Die Nachtwache, englisch Night’s Watch, schützt die viele hundert Schritt hohe eisige Mauer im Norden von Westeros. Diese wurde nach der Langen Nacht errichtet und hält Eisdämonen, Untote und die wilden Stämme der Menschen aus dem Norden ab. Einst war die Nachtwache viele Tausend Mann stark und der Stolz des Reiches. Doch Kriege, wechselnde Herrschaftsgeschlechter und die Karge der Landstriche südlich der Mauer haben ihre Zahl schwinden lassen.

Das Quellenbuch zur Nachtwache für das Lied von Eis und Feuer/Game of Thrones-Rollenspiel wirft einen konzentrierten Blick auf sowohl die Wache selbst, aber auch Jene von jenseits der Mauer. Dabei betritt es nichtkanonischen Grund, der aber für eine erfolgreiche Tischrollenspiel-Kampagne dringend nötig ist.

Inhalt
"Die Nacht bricht an und meine Wache beginnt. Sie wird erst mit meinem Tod enden. Ich werde mir keine Frau nehmen, kein Land, keine Familie. Ich werde keine Krone tragen und keinen Ruhm ernten. Ich lebe und sterbe auf meinem Posten. Ich bin das Schwert in der Dunkelheit. Ich bin der Wächter auf den Wällen. Ich bin das Feuer, das in der Kälte wärmt, das Licht, das den Morgen bringt, das Horn, das die Schlafenden weckt, der Schild, der das Reich der Menschen schützt. Ich weihe mein Leben und meine Ehre der Nachtwache, für diese Nacht und allen Nächten, die kommen werden."

Herkunft zählt nicht mehr, wenn man „das Schwarz anlegt“, sich also zur Nachtwache begibt, ein schwarzer Bruder wird. Adlige stehen neben Schwerverbrechen, die die Wahl bekommen haben: Hinrichtung oder Nachtwache. Nach der harten, oftmals nahezu drakonischen, Ausbildung durch unnachgiebige Mentoren sprechen die neuen Rekruten den obigen Schwur. Sie werden einem der drei Äste der Nachtwache zugeteilt, als da sind:

• Grenzer – jene, die ausreiten und die Mauer durchschreiten, um im feindlichen Norden auf Bedrohungen zu reagieren. Krieger durch und durch
• Baumeister – ein Monument wie die Mauer benötigt Wartung, ebenso die Burgen entlang der Mauer. Aber auch schweres Kriegsgerät wie Ballista, Skorpione und Mangoneln wollen gebaut werden
• Kämmerer – eine Militäreinheit wie die Nachtwache kann nicht ohne einen ausgeklügelten verwalterischen Ast funktionieren. Kämmerer sind nicht nur die Burschen der Herren der Festungen, sondern auch Boten, Einkäufer, Verwalter von Grund- und Boden und viel mehr.

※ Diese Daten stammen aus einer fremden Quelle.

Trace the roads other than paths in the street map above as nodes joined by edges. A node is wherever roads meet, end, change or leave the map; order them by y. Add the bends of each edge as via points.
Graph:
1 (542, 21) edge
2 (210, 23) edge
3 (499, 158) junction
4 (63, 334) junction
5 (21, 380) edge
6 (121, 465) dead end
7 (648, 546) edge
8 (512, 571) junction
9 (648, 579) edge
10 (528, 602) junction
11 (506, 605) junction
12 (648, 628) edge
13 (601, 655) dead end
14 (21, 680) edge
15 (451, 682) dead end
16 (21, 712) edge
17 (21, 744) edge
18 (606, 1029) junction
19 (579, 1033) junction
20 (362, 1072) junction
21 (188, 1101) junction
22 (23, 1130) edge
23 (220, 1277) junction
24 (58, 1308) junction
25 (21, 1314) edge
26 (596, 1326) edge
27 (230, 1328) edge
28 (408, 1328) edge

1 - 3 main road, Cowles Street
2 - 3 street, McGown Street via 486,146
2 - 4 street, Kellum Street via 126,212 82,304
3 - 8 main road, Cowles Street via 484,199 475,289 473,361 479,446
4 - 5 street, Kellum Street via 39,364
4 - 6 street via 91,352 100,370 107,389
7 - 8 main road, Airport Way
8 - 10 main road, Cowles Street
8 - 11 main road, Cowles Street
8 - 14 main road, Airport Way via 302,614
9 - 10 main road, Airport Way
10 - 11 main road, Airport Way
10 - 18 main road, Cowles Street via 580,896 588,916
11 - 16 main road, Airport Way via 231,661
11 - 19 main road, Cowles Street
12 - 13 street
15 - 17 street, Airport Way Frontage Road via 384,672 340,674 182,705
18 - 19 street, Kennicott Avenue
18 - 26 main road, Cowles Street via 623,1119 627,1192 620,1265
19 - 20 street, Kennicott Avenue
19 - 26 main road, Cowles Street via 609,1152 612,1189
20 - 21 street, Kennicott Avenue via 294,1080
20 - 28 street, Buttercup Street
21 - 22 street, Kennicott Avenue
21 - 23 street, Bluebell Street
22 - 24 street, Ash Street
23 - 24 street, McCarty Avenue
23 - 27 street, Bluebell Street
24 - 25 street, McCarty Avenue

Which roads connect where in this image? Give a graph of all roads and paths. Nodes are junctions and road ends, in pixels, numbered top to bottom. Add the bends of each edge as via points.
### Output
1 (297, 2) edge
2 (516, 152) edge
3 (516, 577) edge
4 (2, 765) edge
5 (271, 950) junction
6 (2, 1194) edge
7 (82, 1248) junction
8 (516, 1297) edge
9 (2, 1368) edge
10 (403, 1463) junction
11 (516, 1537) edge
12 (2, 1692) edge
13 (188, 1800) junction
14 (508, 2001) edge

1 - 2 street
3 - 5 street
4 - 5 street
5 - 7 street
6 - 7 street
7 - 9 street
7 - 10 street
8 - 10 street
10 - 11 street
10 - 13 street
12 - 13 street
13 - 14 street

Durch den Niedergang der Wache in den letzten Jahren ist nicht nur die Anzahl der Mitglieder geschwunden, sondern auch die Anzahl der Festungen entlang der Mauer. Von den einstigen sechzehn Befestigungen sind nur noch drei intakt und werden bemannt: Castle Black, der Shadow Tower und East Watch by the Sea. Den Romanen folgend sind die Festungen im Quellenbuch eingedeutscht in Schwarze Festung, Schattenturm und Ostwacht an der See.

Auch andere Eigennamen folgen dem Übersetzungskodex der Romane und so müssen Leser der englischen Bücher immer wieder umdenken. Das fällt jedoch nicht allzu schwer.

Apropos Romane – dort sind die Informationen sehr fragmentiert: Hier eine Legende, da eine Person, dort eine Festung. Das Buch schafft es sehr gut, die einzelnen Fragmente zusammenzuführen und gibt einen konzentrierten und auch sprachlich sehr gut aufbereiteten Überblick über die Nachtwache. Das Buch behandelt die Ereignisse zu der Zeit, da Robert Baratheon noch auf dem Eisernen Thron sitzt.

So beschäftigen sich die vollen ersten zwei Kapitel mit der Geschichte, dem wirtschaftlichen Aufbau, der Mauer, den Landen, die einstige Herrscher der Nachtwache zur Verfügung stellten, den Burgherren und bedeutenden Mitgliedern der Wache, und natürlich der speziellen Charaktererschaffung für die Nachtwache.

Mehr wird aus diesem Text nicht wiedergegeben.